Department of Epidemiology and Biostatistics, School of Public Health, Indiana University, Bloomington, Indiana.
Brain Behav. 2022 Jun;12(6):e2614. doi: 10.1002/brb3.2614. Epub 2022 May 19.
Individual and population level inference about risk and burden of MDD, particularly maternal MDD, is often made using case-finding tools that are imperfect and prone to misclassification error (i.e. false positives and negatives). These errors or biases are rarely accounted for and lead to inappropriate clinical decisions, inefficient allocation of scarce resources, and poor planning of maternal MDD prevention and treatment interventions. The argument that the use of existing maternal MDD case-finding instruments results in misclassification errors is not new; in fact, it has been argued for decades, but by and large its implications and particularly how to correct for these errors for valid inference is unexplored. Correction of the estimates of maternal MDD prevalence, case-finding tool sensitivity and specificity is possible and should be done to inform valid individual and population-level inferences.
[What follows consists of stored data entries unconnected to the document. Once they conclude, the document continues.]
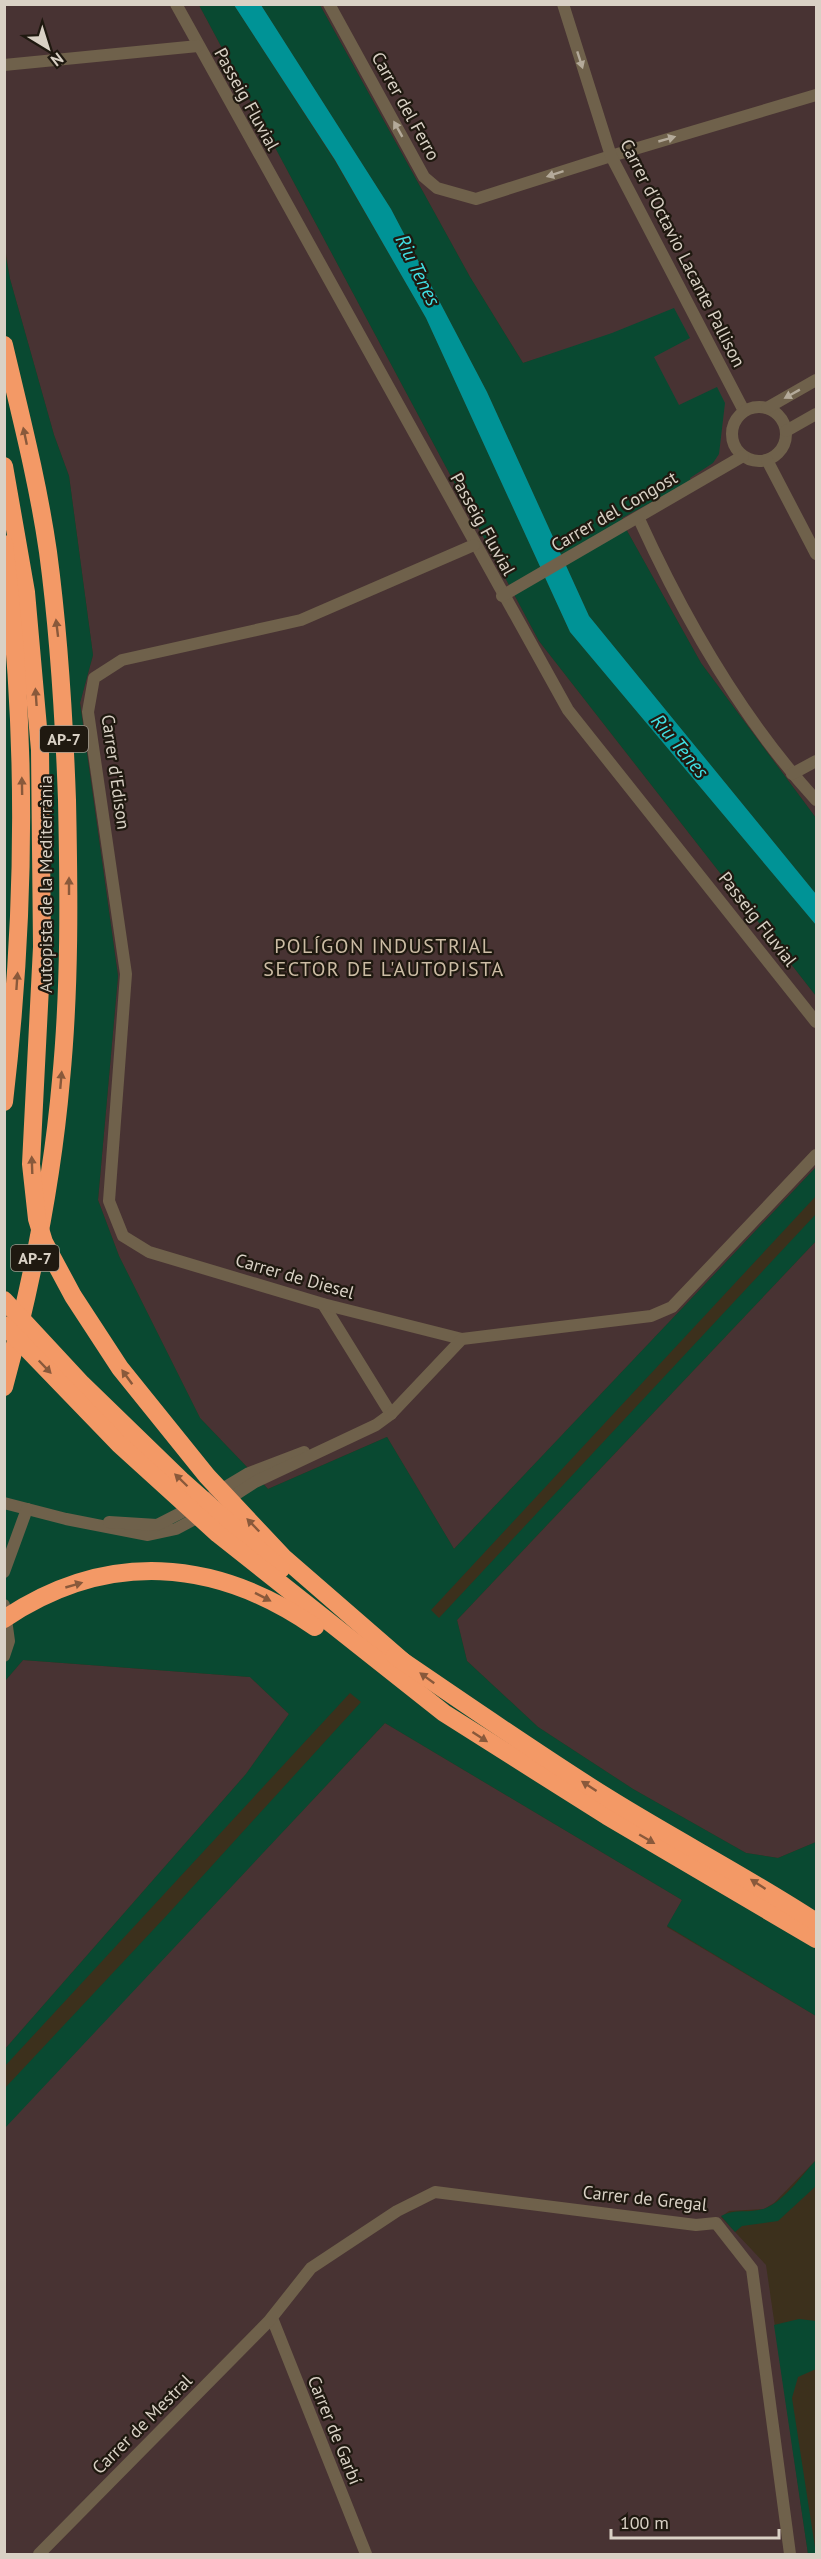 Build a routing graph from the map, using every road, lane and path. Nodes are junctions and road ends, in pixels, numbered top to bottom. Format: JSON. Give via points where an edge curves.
{"nodes":[{"id":1,"x":176,"y":4,"type":"edge"},
{"id":2,"x":329,"y":4,"type":"edge"},
{"id":3,"x":563,"y":4,"type":"edge"},
{"id":4,"x":198,"y":46,"type":"junction"},
{"id":5,"x":4,"y":65,"type":"edge"},
{"id":6,"x":815,"y":93,"type":"edge"},
{"id":7,"x":611,"y":156,"type":"junction"},
{"id":8,"x":4,"y":345,"type":"edge"},
{"id":9,"x":816,"y":380,"type":"edge"},
{"id":10,"x":767,"y":408,"type":"junction"},
{"id":11,"x":744,"y":411,"type":"junction"},
{"id":12,"x":816,"y":414,"type":"edge"},
{"id":13,"x":786,"y":430,"type":"junction"},
{"id":14,"x":743,"y":456,"type":"junction"},
{"id":15,"x":767,"y":460,"type":"junction"},
{"id":16,"x":4,"y":466,"type":"edge"},
{"id":17,"x":639,"y":519,"type":"junction"},
{"id":18,"x":4,"y":544,"type":"edge"},
{"id":19,"x":474,"y":545,"type":"junction"},
{"id":20,"x":816,"y":554,"type":"edge"},
{"id":21,"x":502,"y":596,"type":"junction"},
{"id":22,"x":816,"y":761,"type":"edge"},
{"id":23,"x":792,"y":774,"type":"junction"},
{"id":24,"x":816,"y":800,"type":"edge"},
{"id":25,"x":816,"y":1022,"type":"edge"},
{"id":26,"x":4,"y":1102,"type":"edge"},
{"id":27,"x":816,"y":1155,"type":"edge"},
{"id":28,"x":123,"y":1236,"type":"joint"},
{"id":29,"x":4,"y":1300,"type":"edge"},
{"id":30,"x":323,"y":1304,"type":"junction"},
{"id":31,"x":4,"y":1325,"type":"edge"},
{"id":32,"x":462,"y":1339,"type":"junction"},
{"id":33,"x":6,"y":1382,"type":"edge"},
{"id":34,"x":391,"y":1413,"type":"junction"},
{"id":35,"x":327,"y":1447,"type":"junction"},
{"id":36,"x":4,"y":1503,"type":"edge"},
{"id":37,"x":27,"y":1509,"type":"junction"},
{"id":38,"x":172,"y":1525,"type":"junction"},
{"id":39,"x":4,"y":1572,"type":"edge"},
{"id":40,"x":12,"y":1606,"type":"edge"},
{"id":41,"x":4,"y":1619,"type":"edge"},
{"id":42,"x":4,"y":1656,"type":"edge"},
{"id":43,"x":405,"y":1663,"type":"junction"},
{"id":44,"x":444,"y":1713,"type":"junction"},
{"id":45,"x":813,"y":1919,"type":"edge"},
{"id":46,"x":816,"y":1939,"type":"edge"},
{"id":47,"x":272,"y":2318,"type":"junction"},
{"id":48,"x":39,"y":2554,"type":"edge"},
{"id":49,"x":366,"y":2554,"type":"edge"},
{"id":50,"x":790,"y":2554,"type":"edge"}],
"edges":[{"from":1,"to":4,"type":"street","name":"Passeig Fluvial"},
{"from":7,"to":2,"type":"street","name":"Carrer del Ferro","one_way":true,"via":[[476,199],[437,188],[424,177]]},
{"from":3,"to":7,"type":"street","name":"Carrer d'Octavio Lacante Pallison","one_way":true},
{"from":4,"to":5,"type":"street"},
{"from":4,"to":19,"type":"street","name":"Passeig Fluvial"},
{"from":7,"to":6,"type":"street","name":"Carrer del Ferro","one_way":true},
{"from":7,"to":11,"type":"street","name":"Carrer d'Octavio Lacante Pallison"},
{"from":33,"to":8,"type":"highway","name":"Autopista de la Mediterrània","number":"AP-7","one_way":true,"via":[[39,1239],[54,1138],[62,1080],[69,940],[62,689],[47,549]]},
{"from":9,"to":10,"type":"street","one_way":true},
{"from":10,"to":11,"type":"street"},
{"from":10,"to":13,"type":"street","via":[[776,413]]},
{"from":11,"to":14,"type":"street","via":[[732,434]]},
{"from":12,"to":13,"type":"street"},
{"from":13,"to":15,"type":"street","via":[[782,448]]},
{"from":14,"to":15,"type":"street"},
{"from":14,"to":17,"type":"street","name":"Carrer del Congost"},
{"from":15,"to":20,"type":"street"},
{"from":43,"to":16,"type":"highway","one_way":true,"via":[[283,1557],[207,1476],[120,1368],[73,1296],[44,1242],[37,1219],[31,1164],[42,947],[40,750],[26,592]]},
{"from":17,"to":21,"type":"street","name":"Carrer del Congost"},
{"from":17,"to":23,"type":"street","via":[[662,570],[729,690]]},
{"from":26,"to":18,"type":"highway","one_way":true,"via":[[19,945],[23,810],[18,661]]},
{"from":19,"to":21,"type":"street","name":"Passeig Fluvial"},
{"from":19,"to":28,"type":"street","name":"Carrer d'Edison","via":[[301,620],[122,660],[94,678],[88,712],[126,974],[109,1201]]},
{"from":21,"to":25,"type":"street","name":"Passeig Fluvial","via":[[568,710]]},
{"from":22,"to":23,"type":"street"},
{"from":23,"to":24,"type":"street"},
{"from":27,"to":32,"type":"street","via":[[672,1306],[651,1317]]},
{"from":28,"to":30,"type":"street","name":"Carrer de Diesel","via":[[149,1252]]},
{"from":43,"to":29,"type":"highway","one_way":true,"via":[[360,1633],[228,1524],[82,1384]]},
{"from":30,"to":32,"type":"street","name":"Carrer de Diesel"},
{"from":30,"to":34,"type":"street"},
{"from":31,"to":44,"type":"highway","one_way":true,"via":[[119,1444],[218,1534]]},
{"from":32,"to":34,"type":"street"},
{"from":34,"to":35,"type":"street","via":[[365,1431]]},
{"from":35,"to":38,"type":"street"},
{"from":35,"to":38,"type":"street","via":[[300,1453],[242,1476]]},
{"from":36,"to":37,"type":"street"},
{"from":37,"to":38,"type":"street","via":[[86,1522]]},
{"from":37,"to":39,"type":"street"},
{"from":40,"to":41,"type":"highway"},
{"from":40,"to":42,"type":"street"},
{"from":40,"to":44,"type":"highway","one_way":true,"via":[[66,1587],[128,1573],[175,1572],[221,1579],[298,1615],[402,1689]]},
{"from":45,"to":43,"type":"highway","one_way":true,"via":[[611,1800]]},
{"from":44,"to":46,"type":"highway","one_way":true,"via":[[598,1811]]},
{"from":47,"to":48,"type":"street","name":"Carrer de Mestral"},
{"from":47,"to":49,"type":"street","name":"Carrer de Garbí"},
{"from":47,"to":50,"type":"street","name":"Carrer de Gregal","via":[[311,2268],[397,2211],[435,2192],[696,2224],[716,2223],[752,2269]]}]}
个体和人群层面的抑郁障碍(MDD)风险和负担推断,特别是产妇 MDD,通常使用不完善且易发生错误分类的工具(即假阳性和假阴性)来进行。这些错误或偏差很少被考虑到,导致不适当的临床决策、稀缺资源的低效分配以及产妇 MDD 预防和治疗干预措施的规划不佳。使用现有的产妇 MDD 病例发现工具会导致错误分类这一论点并不新鲜;事实上,几十年来一直有人这样认为,但总体而言,其影响,特别是如何纠正这些错误以进行有效的推断,尚未得到探索。纠正产妇 MDD 流行率、病例发现工具敏感性和特异性的估计是可能的,应该进行这种纠正,以便对个体和人群层面进行有效的推断。